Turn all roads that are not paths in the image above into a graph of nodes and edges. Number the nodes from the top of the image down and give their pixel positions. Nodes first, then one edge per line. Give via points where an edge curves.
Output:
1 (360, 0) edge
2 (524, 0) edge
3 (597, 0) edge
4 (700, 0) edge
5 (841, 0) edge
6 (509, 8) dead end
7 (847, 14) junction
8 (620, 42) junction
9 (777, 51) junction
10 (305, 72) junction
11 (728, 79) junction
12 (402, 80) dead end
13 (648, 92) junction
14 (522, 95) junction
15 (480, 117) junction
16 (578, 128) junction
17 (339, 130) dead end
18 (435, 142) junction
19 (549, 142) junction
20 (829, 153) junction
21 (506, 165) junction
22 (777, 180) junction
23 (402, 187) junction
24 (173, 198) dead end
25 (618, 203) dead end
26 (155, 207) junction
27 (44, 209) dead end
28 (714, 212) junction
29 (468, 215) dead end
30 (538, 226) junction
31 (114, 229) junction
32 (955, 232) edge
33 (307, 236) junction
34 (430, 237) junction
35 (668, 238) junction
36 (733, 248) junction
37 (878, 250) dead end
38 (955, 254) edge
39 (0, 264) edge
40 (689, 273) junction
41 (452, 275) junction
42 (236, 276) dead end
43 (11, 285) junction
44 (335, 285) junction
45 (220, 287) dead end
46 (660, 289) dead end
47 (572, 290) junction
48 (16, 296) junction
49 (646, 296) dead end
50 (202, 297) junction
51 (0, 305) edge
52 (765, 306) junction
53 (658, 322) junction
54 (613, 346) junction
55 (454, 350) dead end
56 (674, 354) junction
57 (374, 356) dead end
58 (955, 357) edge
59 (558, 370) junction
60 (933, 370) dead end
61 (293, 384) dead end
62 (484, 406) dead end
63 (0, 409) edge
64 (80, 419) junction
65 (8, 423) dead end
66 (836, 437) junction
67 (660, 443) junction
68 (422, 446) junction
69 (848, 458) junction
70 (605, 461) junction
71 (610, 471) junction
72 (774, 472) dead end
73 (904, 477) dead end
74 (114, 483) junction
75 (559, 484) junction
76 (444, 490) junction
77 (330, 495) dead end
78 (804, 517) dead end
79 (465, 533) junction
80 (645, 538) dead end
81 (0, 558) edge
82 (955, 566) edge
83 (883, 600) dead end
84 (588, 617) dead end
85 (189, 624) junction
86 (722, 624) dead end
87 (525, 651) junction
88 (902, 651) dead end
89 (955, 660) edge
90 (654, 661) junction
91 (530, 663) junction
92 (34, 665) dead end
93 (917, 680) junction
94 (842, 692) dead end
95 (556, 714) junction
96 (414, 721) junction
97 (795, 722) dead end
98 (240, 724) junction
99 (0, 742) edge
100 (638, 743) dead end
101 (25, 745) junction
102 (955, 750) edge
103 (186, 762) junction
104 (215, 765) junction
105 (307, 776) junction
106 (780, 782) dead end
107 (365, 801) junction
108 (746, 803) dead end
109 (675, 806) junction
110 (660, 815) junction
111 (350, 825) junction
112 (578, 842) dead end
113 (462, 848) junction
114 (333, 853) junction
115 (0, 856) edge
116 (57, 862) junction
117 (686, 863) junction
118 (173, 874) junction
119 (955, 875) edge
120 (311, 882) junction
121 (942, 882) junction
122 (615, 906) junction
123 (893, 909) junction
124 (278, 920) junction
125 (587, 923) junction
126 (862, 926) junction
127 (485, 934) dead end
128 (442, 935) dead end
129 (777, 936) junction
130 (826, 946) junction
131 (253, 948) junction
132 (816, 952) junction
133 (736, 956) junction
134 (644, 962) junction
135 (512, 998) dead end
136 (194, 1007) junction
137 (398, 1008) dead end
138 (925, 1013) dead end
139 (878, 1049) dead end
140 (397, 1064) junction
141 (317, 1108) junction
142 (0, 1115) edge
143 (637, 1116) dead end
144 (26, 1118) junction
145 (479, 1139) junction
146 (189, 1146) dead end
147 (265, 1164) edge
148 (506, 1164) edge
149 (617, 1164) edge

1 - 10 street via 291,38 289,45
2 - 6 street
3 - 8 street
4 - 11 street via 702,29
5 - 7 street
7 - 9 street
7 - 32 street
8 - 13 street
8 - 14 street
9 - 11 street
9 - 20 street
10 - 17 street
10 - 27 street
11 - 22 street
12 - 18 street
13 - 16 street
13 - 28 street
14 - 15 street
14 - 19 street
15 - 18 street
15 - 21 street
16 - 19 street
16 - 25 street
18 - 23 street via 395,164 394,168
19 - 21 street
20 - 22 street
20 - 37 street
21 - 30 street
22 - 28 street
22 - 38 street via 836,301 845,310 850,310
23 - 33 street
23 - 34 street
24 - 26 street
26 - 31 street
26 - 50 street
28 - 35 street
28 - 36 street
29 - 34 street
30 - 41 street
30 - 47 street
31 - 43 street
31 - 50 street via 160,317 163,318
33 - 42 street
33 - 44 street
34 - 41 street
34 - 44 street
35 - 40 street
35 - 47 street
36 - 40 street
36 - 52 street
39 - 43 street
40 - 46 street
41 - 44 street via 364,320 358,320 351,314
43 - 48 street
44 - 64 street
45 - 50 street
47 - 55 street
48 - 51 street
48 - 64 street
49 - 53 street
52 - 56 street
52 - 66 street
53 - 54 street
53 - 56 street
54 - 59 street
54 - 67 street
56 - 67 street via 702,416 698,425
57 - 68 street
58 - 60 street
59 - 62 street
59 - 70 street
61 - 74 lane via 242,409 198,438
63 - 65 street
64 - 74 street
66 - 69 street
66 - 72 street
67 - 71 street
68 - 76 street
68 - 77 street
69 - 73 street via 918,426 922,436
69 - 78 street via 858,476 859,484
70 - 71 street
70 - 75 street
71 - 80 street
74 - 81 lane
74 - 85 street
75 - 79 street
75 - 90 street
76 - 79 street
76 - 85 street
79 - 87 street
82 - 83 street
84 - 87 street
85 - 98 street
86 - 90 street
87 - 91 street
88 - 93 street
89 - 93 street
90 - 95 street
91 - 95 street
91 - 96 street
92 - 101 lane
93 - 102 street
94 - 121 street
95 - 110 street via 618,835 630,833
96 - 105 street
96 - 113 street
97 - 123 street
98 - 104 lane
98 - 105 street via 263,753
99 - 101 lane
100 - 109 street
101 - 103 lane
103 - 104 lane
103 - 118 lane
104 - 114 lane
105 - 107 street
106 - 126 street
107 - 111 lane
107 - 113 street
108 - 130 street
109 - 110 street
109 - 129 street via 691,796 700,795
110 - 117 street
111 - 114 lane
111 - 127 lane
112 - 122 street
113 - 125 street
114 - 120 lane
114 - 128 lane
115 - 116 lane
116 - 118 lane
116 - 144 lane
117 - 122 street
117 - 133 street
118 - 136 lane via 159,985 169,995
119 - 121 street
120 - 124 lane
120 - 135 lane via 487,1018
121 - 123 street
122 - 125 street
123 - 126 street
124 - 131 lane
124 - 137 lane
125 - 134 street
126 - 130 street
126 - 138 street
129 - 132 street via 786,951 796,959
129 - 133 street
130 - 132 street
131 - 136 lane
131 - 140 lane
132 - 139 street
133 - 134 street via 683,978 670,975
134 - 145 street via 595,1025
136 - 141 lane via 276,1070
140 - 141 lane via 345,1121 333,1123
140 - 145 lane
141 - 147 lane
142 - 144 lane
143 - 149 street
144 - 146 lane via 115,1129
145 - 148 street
______________________________
▸ Required action:
Each record above has to be retyped exactly, with nothing left out.

▸ Your response:
Turn all roads that are not paths in the image above into a graph of nodes and edges. Number the nodes from the top of the image down and give their pixel positions. Nodes first, then one edge per line. Give via points where an edge curves.
Output:
1 (360, 0) edge
2 (524, 0) edge
3 (597, 0) edge
4 (700, 0) edge
5 (841, 0) edge
6 (509, 8) dead end
7 (847, 14) junction
8 (620, 42) junction
9 (777, 51) junction
10 (305, 72) junction
11 (728, 79) junction
12 (402, 80) dead end
13 (648, 92) junction
14 (522, 95) junction
15 (480, 117) junction
16 (578, 128) junction
17 (339, 130) dead end
18 (435, 142) junction
19 (549, 142) junction
20 (829, 153) junction
21 (506, 165) junction
22 (777, 180) junction
23 (402, 187) junction
24 (173, 198) dead end
25 (618, 203) dead end
26 (155, 207) junction
27 (44, 209) dead end
28 (714, 212) junction
29 (468, 215) dead end
30 (538, 226) junction
31 (114, 229) junction
32 (955, 232) edge
33 (307, 236) junction
34 (430, 237) junction
35 (668, 238) junction
36 (733, 248) junction
37 (878, 250) dead end
38 (955, 254) edge
39 (0, 264) edge
40 (689, 273) junction
41 (452, 275) junction
42 (236, 276) dead end
43 (11, 285) junction
44 (335, 285) junction
45 (220, 287) dead end
46 (660, 289) dead end
47 (572, 290) junction
48 (16, 296) junction
49 (646, 296) dead end
50 (202, 297) junction
51 (0, 305) edge
52 (765, 306) junction
53 (658, 322) junction
54 (613, 346) junction
55 (454, 350) dead end
56 (674, 354) junction
57 (374, 356) dead end
58 (955, 357) edge
59 (558, 370) junction
60 (933, 370) dead end
61 (293, 384) dead end
62 (484, 406) dead end
63 (0, 409) edge
64 (80, 419) junction
65 (8, 423) dead end
66 (836, 437) junction
67 (660, 443) junction
68 (422, 446) junction
69 (848, 458) junction
70 (605, 461) junction
71 (610, 471) junction
72 (774, 472) dead end
73 (904, 477) dead end
74 (114, 483) junction
75 (559, 484) junction
76 (444, 490) junction
77 (330, 495) dead end
78 (804, 517) dead end
79 (465, 533) junction
80 (645, 538) dead end
81 (0, 558) edge
82 (955, 566) edge
83 (883, 600) dead end
84 (588, 617) dead end
85 (189, 624) junction
86 (722, 624) dead end
87 (525, 651) junction
88 (902, 651) dead end
89 (955, 660) edge
90 (654, 661) junction
91 (530, 663) junction
92 (34, 665) dead end
93 (917, 680) junction
94 (842, 692) dead end
95 (556, 714) junction
96 (414, 721) junction
97 (795, 722) dead end
98 (240, 724) junction
99 (0, 742) edge
100 (638, 743) dead end
101 (25, 745) junction
102 (955, 750) edge
103 (186, 762) junction
104 (215, 765) junction
105 (307, 776) junction
106 (780, 782) dead end
107 (365, 801) junction
108 (746, 803) dead end
109 (675, 806) junction
110 (660, 815) junction
111 (350, 825) junction
112 (578, 842) dead end
113 (462, 848) junction
114 (333, 853) junction
115 (0, 856) edge
116 (57, 862) junction
117 (686, 863) junction
118 (173, 874) junction
119 (955, 875) edge
120 (311, 882) junction
121 (942, 882) junction
122 (615, 906) junction
123 (893, 909) junction
124 (278, 920) junction
125 (587, 923) junction
126 (862, 926) junction
127 (485, 934) dead end
128 (442, 935) dead end
129 (777, 936) junction
130 (826, 946) junction
131 (253, 948) junction
132 (816, 952) junction
133 (736, 956) junction
134 (644, 962) junction
135 (512, 998) dead end
136 (194, 1007) junction
137 (398, 1008) dead end
138 (925, 1013) dead end
139 (878, 1049) dead end
140 (397, 1064) junction
141 (317, 1108) junction
142 (0, 1115) edge
143 (637, 1116) dead end
144 (26, 1118) junction
145 (479, 1139) junction
146 (189, 1146) dead end
147 (265, 1164) edge
148 (506, 1164) edge
149 (617, 1164) edge

1 - 10 street via 291,38 289,45
2 - 6 street
3 - 8 street
4 - 11 street via 702,29
5 - 7 street
7 - 9 street
7 - 32 street
8 - 13 street
8 - 14 street
9 - 11 street
9 - 20 street
10 - 17 street
10 - 27 street
11 - 22 street
12 - 18 street
13 - 16 street
13 - 28 street
14 - 15 street
14 - 19 street
15 - 18 street
15 - 21 street
16 - 19 street
16 - 25 street
18 - 23 street via 395,164 394,168
19 - 21 street
20 - 22 street
20 - 37 street
21 - 30 street
22 - 28 street
22 - 38 street via 836,301 845,310 850,310
23 - 33 street
23 - 34 street
24 - 26 street
26 - 31 street
26 - 50 street
28 - 35 street
28 - 36 street
29 - 34 street
30 - 41 street
30 - 47 street
31 - 43 street
31 - 50 street via 160,317 163,318
33 - 42 street
33 - 44 street
34 - 41 street
34 - 44 street
35 - 40 street
35 - 47 street
36 - 40 street
36 - 52 street
39 - 43 street
40 - 46 street
41 - 44 street via 364,320 358,320 351,314
43 - 48 street
44 - 64 street
45 - 50 street
47 - 55 street
48 - 51 street
48 - 64 street
49 - 53 street
52 - 56 street
52 - 66 street
53 - 54 street
53 - 56 street
54 - 59 street
54 - 67 street
56 - 67 street via 702,416 698,425
57 - 68 street
58 - 60 street
59 - 62 street
59 - 70 street
61 - 74 lane via 242,409 198,438
63 - 65 street
64 - 74 street
66 - 69 street
66 - 72 street
67 - 71 street
68 - 76 street
68 - 77 street
69 - 73 street via 918,426 922,436
69 - 78 street via 858,476 859,484
70 - 71 street
70 - 75 street
71 - 80 street
74 - 81 lane
74 - 85 street
75 - 79 street
75 - 90 street
76 - 79 street
76 - 85 street
79 - 87 street
82 - 83 street
84 - 87 street
85 - 98 street
86 - 90 street
87 - 91 street
88 - 93 street
89 - 93 street
90 - 95 street
91 - 95 street
91 - 96 street
92 - 101 lane
93 - 102 street
94 - 121 street
95 - 110 street via 618,835 630,833
96 - 105 street
96 - 113 street
97 - 123 street
98 - 104 lane
98 - 105 street via 263,753
99 - 101 lane
100 - 109 street
101 - 103 lane
103 - 104 lane
103 - 118 lane
104 - 114 lane
105 - 107 street
106 - 126 street
107 - 111 lane
107 - 113 street
108 - 130 street
109 - 110 street
109 - 129 street via 691,796 700,795
110 - 117 street
111 - 114 lane
111 - 127 lane
112 - 122 street
113 - 125 street
114 - 120 lane
114 - 128 lane
115 - 116 lane
116 - 118 lane
116 - 144 lane
117 - 122 street
117 - 133 street
118 - 136 lane via 159,985 169,995
119 - 121 street
120 - 124 lane
120 - 135 lane via 487,1018
121 - 123 street
122 - 125 street
123 - 126 street
124 - 131 lane
124 - 137 lane
125 - 134 street
126 - 130 street
126 - 138 street
129 - 132 street via 786,951 796,959
129 - 133 street
130 - 132 street
131 - 136 lane
131 - 140 lane
132 - 139 street
133 - 134 street via 683,978 670,975
134 - 145 street via 595,1025
136 - 141 lane via 276,1070
140 - 141 lane via 345,1121 333,1123
140 - 145 lane
141 - 147 lane
142 - 144 lane
143 - 149 street
144 - 146 lane via 115,1129
145 - 148 street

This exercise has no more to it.